There was no doubt about Belle; but, as Mr. Walton added, "it was Mabel's birthday, and she must decide."
Now indeed Mabel's generosity and self denial were put to the proof, certainly far more than Belle's. The latter loved her faithful old nurse too dearly to hesitate for one instant; and, even had it not been so, the sacrifice was by no means so great for her as for Mabel. The Park with all its attractions was no new thing to Belle: many a drive and ramble had she had there; but to Mabel, who was a stranger in the city, it was not so familiar, and had not yet lost its first charm for her. And she had been so delighted with the thought of passing the morning there! How could she give it up for Daphne?

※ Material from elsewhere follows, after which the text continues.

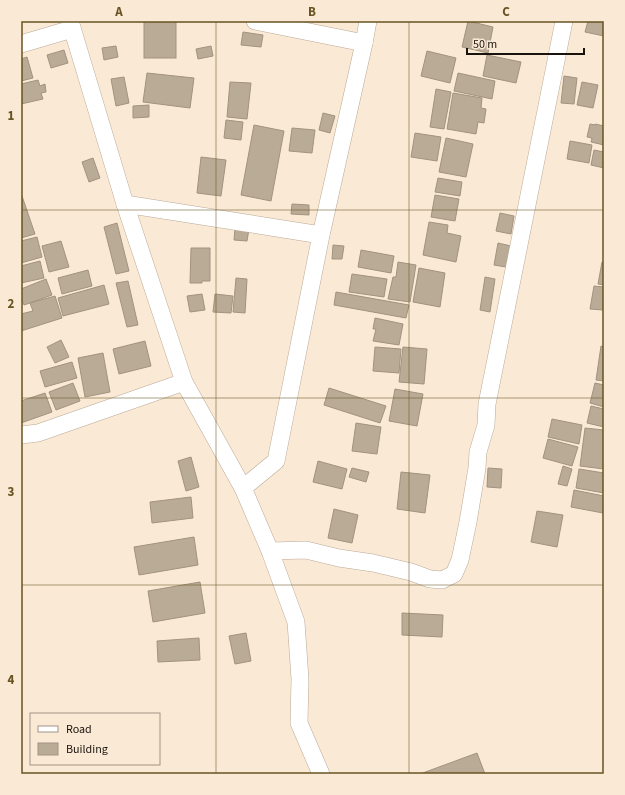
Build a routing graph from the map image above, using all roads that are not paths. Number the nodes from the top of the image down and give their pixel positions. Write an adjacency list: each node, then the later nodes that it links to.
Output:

Her father waited for her answer, and would not let his wife speak when she would have proposed some other plan; Belle watched her with wistful eyes; and she could not make up her mind to the sacrifice. She hesitated, pouted, frowned; and there were all the signs of a coming storm.
"Very well," said her father, gravely. "I had hoped that my Mabel was really learning to care a little for others, but I fear it is not so. It must be as she decides. We will go for our pleasure, leaving Daphne's boy to stay another day in prison, for I have other business to attend to later in the day; or we will give up this little treat to save her and him much suffering. Which shall it be, Mabel?"
"I said she could have my birthday money," whimpered Mabel; "and mamma said I was as generous as any thing."
"Ah! it did not cost you much to give up the money, my child," said her father. "You and Belle have more toys and pretty things now than you know what to do with; but you are not generous enough to give up that on which you have really set your heart."
Mabel looked over at Belle once more, and as she met the beseeching look in her eyes remembered that here was really the chance to show her cousin that she wished to make up for her past unkindness.